Le parcours du 28ème président des Etats-Unis repris dans ce livre sous la lumière psychanalytique et écrit entre 1930 et 1932 est une composition à la fois analytique et politique. L’étude du Président Wilson relate l’ascension d’un homme, de sa plus tendre enfance jusqu’à la présidence des Etats Unis de 1913 à 1921. Rappelons au passage que celui qui pensait avoir été choisi par Dieu pour mener sa mission fut le promoteur de la Société des Nations et reçut le Prix Nobel de la paix en 1919.

L’intérêt de Freud pour Wilson, était-il dû au fait qu’ils étaient tous deux nés la même année (1856) ou à la volonté de mettre à jour ce qui peut pousser un homme vers son destin ? Comment Freud a-t-il pu avoir envie d’écrire sur un personnage qui suscitait chez lui autant d’antipathie (« La personne du président américain m’a été, dès le début, antipathique, et cette aversion n’a fait qu’augmenter avec les années, à mesure que j’en savais davantage sur lui… » Freud) ?

La personnalité du président était-elle à ce point inquiétante qu’elle put avoir des conséquences fâcheuses sur l’orientation du monde ?

Wilson qui souffrait d’anxiété et se disait à la fois fier et sensible […] capable d’amours et de haines passionnées («Il n’est ni agréable ni facile d’avoir des passions fortes […] ce qui me sauve c’est d’être aimé »)(p81) était en proie à des somatisations diverses (migraines, maux de ventre…) et des accès de dépression récurrents.
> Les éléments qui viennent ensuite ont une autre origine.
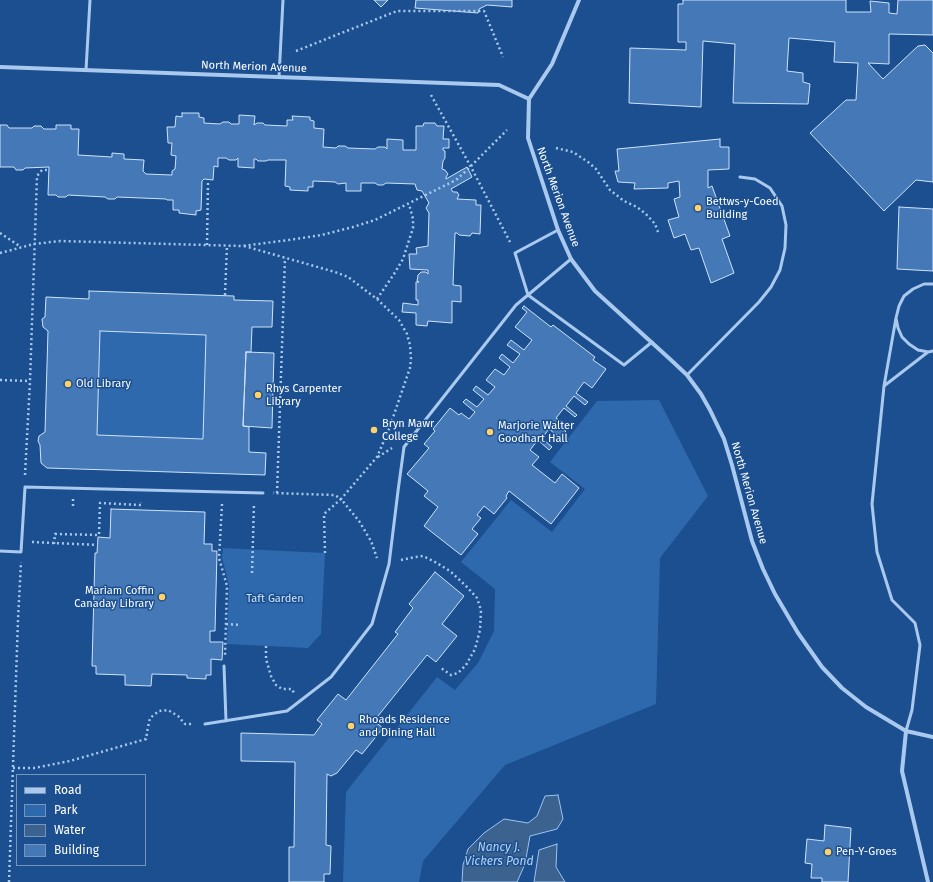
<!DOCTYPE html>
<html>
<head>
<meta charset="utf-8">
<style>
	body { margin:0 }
	#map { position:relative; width:933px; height:882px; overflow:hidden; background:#1b4f8f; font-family:"Fira Sans",sans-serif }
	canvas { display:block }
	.legend { position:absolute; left:16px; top:774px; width:130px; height:92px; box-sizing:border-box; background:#1b4f8f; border:1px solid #7695bc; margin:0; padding:5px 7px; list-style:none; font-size:12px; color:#fff }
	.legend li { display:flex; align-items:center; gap:8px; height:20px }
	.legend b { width:20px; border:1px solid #7695bc }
</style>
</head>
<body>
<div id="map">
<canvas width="933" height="882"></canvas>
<ul class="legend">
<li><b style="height:5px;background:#a9c9ee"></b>Road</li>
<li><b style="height:11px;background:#2e69ad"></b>Park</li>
<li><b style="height:11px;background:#3c6290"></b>Water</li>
<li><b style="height:11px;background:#4478b7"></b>Building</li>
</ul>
</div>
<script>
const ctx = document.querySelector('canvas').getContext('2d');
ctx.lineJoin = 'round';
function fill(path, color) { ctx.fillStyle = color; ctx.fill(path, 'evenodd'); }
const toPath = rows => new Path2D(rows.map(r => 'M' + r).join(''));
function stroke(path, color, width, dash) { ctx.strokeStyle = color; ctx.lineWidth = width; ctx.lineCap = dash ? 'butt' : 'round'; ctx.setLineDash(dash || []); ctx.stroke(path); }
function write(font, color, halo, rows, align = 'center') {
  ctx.font = font + ' "Fira Sans",sans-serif'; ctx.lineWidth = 3; ctx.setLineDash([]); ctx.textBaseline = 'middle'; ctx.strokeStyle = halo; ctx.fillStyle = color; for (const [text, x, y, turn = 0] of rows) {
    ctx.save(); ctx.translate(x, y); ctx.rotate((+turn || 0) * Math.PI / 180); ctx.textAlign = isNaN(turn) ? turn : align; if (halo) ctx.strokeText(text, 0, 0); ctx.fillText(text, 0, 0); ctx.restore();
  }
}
const green = toPath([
	[100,331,206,335,203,439,97,435],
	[659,400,708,496,660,558,656,704,505,765,423,861,419,882,343,882,346,792,437,677,455,690,478,663,494,631,495,589,461,562,511,500,552,532,585,489,550,462,597,401],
	[223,548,325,553,321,634,308,648,227,644,229,585,222,558]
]);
const water = toPath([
	[558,795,563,819,557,829,530,836,525,864,517,882,462,882,463,865,468,849,484,833,504,819,528,823,537,816,545,796,558,795],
	[557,844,556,867,565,882,534,882,539,850,557,844]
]);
const building = toPath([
	[374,0,388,0,381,7,374,0],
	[416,0,512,0,512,7,487,5,479,9,478,13,415,8,416,0],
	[683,0,846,0,846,12,871,12,870,1,889,3,889,13,897,14,898,0,933,0,933,35,889,34,889,64,868,63,883,79,918,46,925,45,933,53,933,182,916,180,884,211,810,133,846,100,856,100,858,63,834,62,835,42,789,38,787,71,803,73,803,82,810,84,808,104,733,103,735,44,703,41,701,107,629,103,630,48,686,50,686,42,678,42,678,4,683,4,683,0],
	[182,113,199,113,199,117,204,118,204,123,220,124,223,122,229,122,231,124,239,124,239,115,255,116,254,125,257,123,263,123,265,125,287,126,287,120,293,120,292,116,310,117,310,120,314,121,314,128,324,129,323,147,336,148,338,146,345,146,348,148,375,149,378,147,385,147,387,149,387,139,403,140,403,150,416,150,416,126,423,126,424,123,435,123,437,126,444,126,443,139,449,139,449,148,443,148,443,150,445,151,445,158,443,161,442,169,445,170,448,174,446,177,446,179,467,167,472,177,451,189,453,192,457,192,459,195,457,199,476,200,476,205,481,205,480,234,472,233,470,236,459,235,457,233,455,233,453,285,461,286,461,302,452,301,452,323,428,321,427,326,416,325,416,313,402,312,403,303,418,305,418,300,416,300,416,282,419,282,417,281,418,275,421,272,426,272,428,274,428,270,410,269,409,254,417,254,416,248,428,246,429,213,426,208,429,203,422,191,417,190,415,184,386,183,383,185,378,185,375,183,361,183,361,191,346,191,346,183,338,184,335,182,313,181,313,187,308,187,308,191,290,190,290,187,285,186,286,160,268,160,266,161,258,161,256,159,254,159,254,168,238,167,238,158,236,160,229,160,226,158,218,158,218,167,214,166,213,180,204,179,202,181,201,210,196,211,196,215,179,213,179,210,173,210,173,200,167,200,166,199,117,197,115,199,108,199,105,197,68,195,66,197,58,197,56,195,48,195,49,167,25,168,23,170,16,170,14,167,0,167,0,125,7,125,9,128,32,128,34,126,41,126,44,129,56,129,56,125,71,125,71,129,79,129,78,155,112,157,112,153,124,154,124,159,144,160,143,171,146,174,172,175,172,171,175,169,176,156,171,155,172,143,168,143,167,127,175,127,176,116,182,117,182,113],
	[720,139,720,147,729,147,729,169,708,170,708,188,712,186,730,236,722,239,734,273,711,283,699,248,691,250,685,234,674,238,668,220,679,217,674,199,680,197,679,181,668,183,668,188,634,189,635,183,618,182,615,171,619,171,617,149,720,139],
	[899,207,933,209,933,271,897,269,899,207],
	[89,291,234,296,234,300,273,301,272,327,252,327,251,352,246,352,243,426,249,427,249,452,266,453,265,475,47,468,41,463,40,445,38,441,39,436,45,432,48,331,43,327,42,319,45,317,46,297,89,299,89,291],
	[100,331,206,335,203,439,97,435,100,331],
	[524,306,551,327,553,325,595,357,593,360,606,369,592,388,584,382,576,393,588,402,585,405,574,396,566,406,577,415,575,417,564,408,556,418,568,426,565,430,566,433,565,435,561,435,559,437,549,429,542,438,552,447,549,450,538,440,530,450,539,457,532,465,555,483,562,474,579,488,551,524,509,491,506,496,507,498,494,514,484,506,477,515,481,518,472,529,478,534,461,555,424,526,438,507,424,496,428,491,407,474,429,448,424,444,435,431,433,429,450,408,459,415,461,413,469,419,475,412,463,402,466,399,477,407,484,399,473,390,476,386,488,395,495,387,486,380,495,369,504,375,510,367,499,358,502,354,513,363,520,354,507,345,511,340,524,350,532,340,515,327,527,312,522,308,524,306],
	[246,352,274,353,272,428,243,426,246,352],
	[111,509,205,512,204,544,212,544,212,551,217,551,215,631,210,631,210,642,223,642,222,660,211,659,211,675,206,675,206,679,187,678,187,675,152,674,151,686,125,685,125,675,96,674,96,666,92,666,95,553,97,553,98,537,110,538,111,509],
	[435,572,464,596,442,624,457,636,436,662,427,655,374,721,383,728,362,754,356,750,337,773,331,776,327,774,326,845,331,846,330,874,324,874,324,882,289,882,289,847,294,847,295,762,241,761,241,733,314,735,322,724,317,720,338,694,346,700,398,634,395,632,413,608,409,604,435,572],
	[825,825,851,828,848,882,822,882,822,878,811,878,812,864,805,863,807,839,824,841,825,825]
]);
const path = toPath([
	[296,51,397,11,484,11,503,57],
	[431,95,471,167,510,242],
	[556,148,573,152,588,162,596,169,610,190,624,201,637,207,646,214,655,224,658,232],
	[0,233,21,247],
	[207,245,208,182],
	[244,246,335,272,348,277,377,299,399,320,407,334,410,345,411,359,410,368,389,429,377,457,341,499,335,495,273,493],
	[0,253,34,244,60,241,242,246,289,240,322,235,353,227,375,220,456,180,466,171,507,130],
	[225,295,227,246],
	[377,299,394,274,403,259,413,228,413,219,409,204],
	[0,380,30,381],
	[378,457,392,448],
	[25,475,30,381,37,176,42,170,49,170],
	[277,493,285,258],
	[73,499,73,506],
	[222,504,219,558,227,586,225,656],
	[32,542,98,545],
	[54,544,55,534,99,535,100,503,141,505,141,502],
	[325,553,324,514,341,499,359,521,371,541,377,558],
	[401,560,415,557,423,556,435,562,450,571,467,587,477,598,481,610,480,630,475,649,466,665,458,673,451,675,441,668],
	[252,573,254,503],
	[226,624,240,625],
	[266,646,266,659,271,676,276,685,282,689,292,689,294,693],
	[13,768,34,768,70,761,146,739,148,727,150,718,159,711,168,710,178,716,185,724,193,724],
	[9,882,18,620,21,562]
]);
const lane = toPath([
	[86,70,90,0],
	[279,77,283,0],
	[558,230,515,253,528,295,624,365,652,342],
	[933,284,924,284,913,289,904,296,899,306,896,318,898,328,902,337,909,344,918,350,928,352,933,351],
	[896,318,884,386,928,352],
	[687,375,759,302,771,287,780,270,785,248,786,225,782,206,770,188,755,179,740,177],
	[884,386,872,504,877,552,892,600,915,623,920,645,912,710,906,731],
	[0,551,21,552,25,487,263,493],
	[224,666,226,721],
	[205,724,287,711,331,677,372,624,389,564,398,491,404,447,516,305,571,259]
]);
const street = toPath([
	[0,67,499,85,529,99,528,138,558,230,571,259,595,291,671,360,687,375,701,394,710,410,724,439,732,465,752,541,763,569,775,594,798,633,822,667,842,688,866,707,906,731,933,737],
	[529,99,552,64,579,0],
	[906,731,902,771,928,882]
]);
const markers = [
	[698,208,4,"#ffd166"],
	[68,384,4,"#ffd166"],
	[258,395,4,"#ffd166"],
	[374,430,4,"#ffd166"],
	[490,432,4,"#ffd166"],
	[162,597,4,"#ffd166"],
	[351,726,4,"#ffd166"],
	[828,852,4,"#ffd166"]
];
const streetNames = [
	["North Merion Avenue",254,67,2],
	["North Merion Avenue",558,197,70],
	["North Merion Avenue",749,493,74]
];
const poiNames = [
	["Bettws-y-Coed",706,202],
	["Building",706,215],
	["Old Library",76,384],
	["Rhys Carpenter",266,389],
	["Library",266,402],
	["Bryn Mawr",382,424],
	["College",382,437],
	["Marjorie Walter",498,426],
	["Goodhart Hall",498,439],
	["Mariam Coffin",154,591,"right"],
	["Canaday Library",154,604,"right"],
	["Rhoads Residence",359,720],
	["and Dining Hall",359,733],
	["Pen-Y-Groes",836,852]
];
const parkNames = [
	["Taft Garden",275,599]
];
const waterNames = [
	["Nancy J.",499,848],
	["Vickers Pond",499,862]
];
fill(green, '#2e69ad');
fill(water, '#3c6290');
stroke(water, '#9cc4f0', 1);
fill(building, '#4478b7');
stroke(building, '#cfe3fa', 1);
stroke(path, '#a9c9ee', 2.5, [2, 3]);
stroke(lane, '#a9c9ee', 3);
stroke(street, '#a9c9ee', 4);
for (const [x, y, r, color] of markers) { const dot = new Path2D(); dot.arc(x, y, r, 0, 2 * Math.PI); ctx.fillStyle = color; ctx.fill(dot); stroke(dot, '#1b4f8f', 1.5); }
write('11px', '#fff', '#1b4f8f', streetNames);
write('11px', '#fff', '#1b4f8f', poiNames, 'left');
write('11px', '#cfe3fa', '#1b4f8f', parkNames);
write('italic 12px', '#b5d3f5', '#1b4f8f', waterNames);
</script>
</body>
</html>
Mais ce qui apparaissait aux yeux de Freud comme dangereux tenait dans cette tendance, pour un président, à se prendre pour Dieu et se présenter en sauveur du monde.

Son analyse reflète les liens entre un homme sous l’emprise d’un Père tout puissant (Dieu) (… jusqu’à la fin de sa vie il se sentit en communication directe avec Dieu. Il avait l’impression que Dieu l’avait choisi pour une grande tâche)(p64) et la façon dont une libido bien orientée peut être mise au service d’une carrière prometteuse (‘S’il n’avait pu obéir quotidiennement à Dieu il se serait peut-être réfugié dans la paranoïa […] et, au lieu de devenir le maître de la Maison- Blanche, il aurait pu être le pensionnaire d’un asile d’aliénés.’) (p126).
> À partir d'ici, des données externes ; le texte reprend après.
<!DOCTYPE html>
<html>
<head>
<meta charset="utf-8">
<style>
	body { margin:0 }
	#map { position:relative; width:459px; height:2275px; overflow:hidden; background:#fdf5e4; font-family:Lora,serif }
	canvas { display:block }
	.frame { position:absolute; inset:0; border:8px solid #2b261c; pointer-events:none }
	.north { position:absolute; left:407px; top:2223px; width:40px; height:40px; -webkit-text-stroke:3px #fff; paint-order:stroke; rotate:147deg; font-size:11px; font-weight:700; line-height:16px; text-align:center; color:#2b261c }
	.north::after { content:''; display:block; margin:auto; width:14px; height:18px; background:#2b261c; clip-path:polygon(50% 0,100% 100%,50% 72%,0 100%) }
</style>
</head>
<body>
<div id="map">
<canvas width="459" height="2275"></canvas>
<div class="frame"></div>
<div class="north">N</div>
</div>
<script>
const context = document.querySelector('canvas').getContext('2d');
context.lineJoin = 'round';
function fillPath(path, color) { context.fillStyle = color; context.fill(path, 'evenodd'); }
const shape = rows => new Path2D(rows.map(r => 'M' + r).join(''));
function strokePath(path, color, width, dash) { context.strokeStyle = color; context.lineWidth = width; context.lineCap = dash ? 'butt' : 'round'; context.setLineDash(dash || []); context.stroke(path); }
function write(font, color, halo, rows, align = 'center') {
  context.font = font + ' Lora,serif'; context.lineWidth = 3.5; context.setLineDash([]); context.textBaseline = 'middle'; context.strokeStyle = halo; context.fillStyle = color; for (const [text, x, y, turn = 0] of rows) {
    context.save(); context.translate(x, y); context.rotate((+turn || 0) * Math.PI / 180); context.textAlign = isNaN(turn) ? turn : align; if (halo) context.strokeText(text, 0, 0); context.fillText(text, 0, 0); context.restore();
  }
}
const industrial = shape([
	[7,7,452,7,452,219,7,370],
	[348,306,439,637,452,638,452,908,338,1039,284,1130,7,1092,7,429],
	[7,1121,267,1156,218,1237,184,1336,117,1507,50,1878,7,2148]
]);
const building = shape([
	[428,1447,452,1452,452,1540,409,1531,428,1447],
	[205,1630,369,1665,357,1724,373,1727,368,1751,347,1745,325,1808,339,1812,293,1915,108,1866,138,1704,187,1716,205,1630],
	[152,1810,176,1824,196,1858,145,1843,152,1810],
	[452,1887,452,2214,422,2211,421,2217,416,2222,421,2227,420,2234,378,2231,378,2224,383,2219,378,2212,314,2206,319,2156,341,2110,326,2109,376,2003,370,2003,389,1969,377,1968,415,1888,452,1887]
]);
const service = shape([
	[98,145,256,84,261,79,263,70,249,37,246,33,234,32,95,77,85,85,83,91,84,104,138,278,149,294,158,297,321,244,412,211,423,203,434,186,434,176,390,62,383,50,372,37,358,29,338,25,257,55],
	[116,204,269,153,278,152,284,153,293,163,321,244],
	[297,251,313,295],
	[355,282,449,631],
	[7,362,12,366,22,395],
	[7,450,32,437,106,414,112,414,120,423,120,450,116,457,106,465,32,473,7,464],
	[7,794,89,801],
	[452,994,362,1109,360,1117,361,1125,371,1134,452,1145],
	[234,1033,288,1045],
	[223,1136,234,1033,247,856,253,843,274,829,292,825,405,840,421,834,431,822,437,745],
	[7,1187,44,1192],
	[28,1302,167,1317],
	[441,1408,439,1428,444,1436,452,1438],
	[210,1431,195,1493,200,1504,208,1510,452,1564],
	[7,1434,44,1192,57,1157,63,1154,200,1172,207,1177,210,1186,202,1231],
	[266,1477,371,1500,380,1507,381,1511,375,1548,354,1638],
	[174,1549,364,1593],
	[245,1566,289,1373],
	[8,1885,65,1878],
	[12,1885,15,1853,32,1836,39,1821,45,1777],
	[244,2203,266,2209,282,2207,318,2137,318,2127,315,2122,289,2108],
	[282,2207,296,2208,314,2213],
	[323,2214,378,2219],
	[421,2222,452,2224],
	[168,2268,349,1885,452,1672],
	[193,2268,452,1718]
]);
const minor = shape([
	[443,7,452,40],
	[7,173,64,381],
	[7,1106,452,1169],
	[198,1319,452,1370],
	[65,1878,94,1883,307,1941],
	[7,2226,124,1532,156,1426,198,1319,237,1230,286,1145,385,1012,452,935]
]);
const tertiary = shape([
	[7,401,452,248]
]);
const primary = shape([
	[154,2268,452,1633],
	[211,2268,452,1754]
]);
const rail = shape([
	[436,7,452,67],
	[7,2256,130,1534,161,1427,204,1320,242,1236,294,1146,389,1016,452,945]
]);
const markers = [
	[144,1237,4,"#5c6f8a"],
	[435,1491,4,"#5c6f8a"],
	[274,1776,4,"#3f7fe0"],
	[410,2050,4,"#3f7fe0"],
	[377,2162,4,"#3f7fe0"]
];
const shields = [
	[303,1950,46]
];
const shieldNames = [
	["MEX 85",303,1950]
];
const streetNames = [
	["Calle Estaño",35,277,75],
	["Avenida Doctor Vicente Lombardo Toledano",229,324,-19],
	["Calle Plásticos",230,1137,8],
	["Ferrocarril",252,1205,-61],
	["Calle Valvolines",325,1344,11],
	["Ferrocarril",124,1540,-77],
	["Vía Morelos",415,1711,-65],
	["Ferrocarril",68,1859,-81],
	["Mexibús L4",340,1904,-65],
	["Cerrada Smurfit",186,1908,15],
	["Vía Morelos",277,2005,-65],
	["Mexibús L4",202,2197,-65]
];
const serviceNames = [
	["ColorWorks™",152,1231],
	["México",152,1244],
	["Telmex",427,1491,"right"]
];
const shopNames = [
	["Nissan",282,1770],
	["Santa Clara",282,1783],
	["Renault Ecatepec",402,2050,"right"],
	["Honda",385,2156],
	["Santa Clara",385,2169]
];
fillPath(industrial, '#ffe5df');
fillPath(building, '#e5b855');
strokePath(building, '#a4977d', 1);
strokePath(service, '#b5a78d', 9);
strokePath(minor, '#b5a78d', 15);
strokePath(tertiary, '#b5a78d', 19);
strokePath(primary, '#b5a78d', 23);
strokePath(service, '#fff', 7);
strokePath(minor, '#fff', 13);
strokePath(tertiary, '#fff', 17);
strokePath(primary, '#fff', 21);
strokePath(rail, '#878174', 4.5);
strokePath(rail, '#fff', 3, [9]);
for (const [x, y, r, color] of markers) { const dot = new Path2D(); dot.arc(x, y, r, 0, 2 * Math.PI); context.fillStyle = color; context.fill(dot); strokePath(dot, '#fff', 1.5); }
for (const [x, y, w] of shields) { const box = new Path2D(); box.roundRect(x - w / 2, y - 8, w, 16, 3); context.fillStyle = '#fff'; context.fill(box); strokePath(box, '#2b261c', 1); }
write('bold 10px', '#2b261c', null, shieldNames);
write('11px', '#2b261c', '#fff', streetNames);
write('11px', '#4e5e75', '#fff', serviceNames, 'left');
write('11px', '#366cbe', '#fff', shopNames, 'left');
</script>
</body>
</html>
L’histoire montre combien Wilson, fils de pasteur, était fortement influencé par son père dont l’image parfaite à ses yeux s’apparentait à celle d’un Dieu tout puissant (cf. surmoi) et l’empêchait de parvenir à être satisfait longtemps d’un succès.

Si l’on en croit l’interprétation donnée par Freud, le président Wilson qui fut à l’origine du traité de Versailles, aura peut-être, par l’intermédiaire de ce même traité de paix, enclenché un processus irréductible vers la deuxième guerre mondiale.

L’Amérique aurait-elle mis à la tête du pays un fou se prenant pour le Messie ?

On ne saurait établir de diagnostic psychologique à partir d’une seule étude telle que celle entreprise par Freud et l’ancien collaborateur de Wilson, William C. Bullitt. Au regard de l’histoire de l’un et de la déception de l’autre, la vision a pu se montrer partisane.

Si l’on ne peut répondre de façon affirmative à la question du rapport qu’il peut y avoir entre la folie et l’accession au pouvoir, on peut se demander comme le fait G. Miller à la fin de sa préface (p24) : ‘En se choisissant de tels chefs, que veut le peuple ?’

La réponse tient peut-être dans une phrase extraite du livre, sans doute écrite par Freud (p209) :

‘… du point de vue de la « réussite dans la vie », il peut être avantageux d’avoir des troubles psychiques. […] le caractère névrotique de Wilson était bien adapté aux exigences de son temps. L’Amérique, puis le monde, avaient besoin d’un prophète qui s’exprimât comme s’il était le porte-parole de Dieu sur la terre. […] si son narcissisme le rendait antipathique en tant qu’être humain […] si l’intérêt excessif qu’il prenait aux discours était quelque peu ridicule, il lui donnait la possibilité d’entraîner les foules par sa parole.’

Un livre sans doute plus passionnant pour les férus de géopolitique, plus frustrant pour les amateurs de psychologie. On comprend mieux, à la lecture, pourquoi les milieux psychanalytiques se sont montrés méfiants à l’égard de cet ouvrage dont on ne peut vraiment affirmer quelle part est l’œuvre de Freud.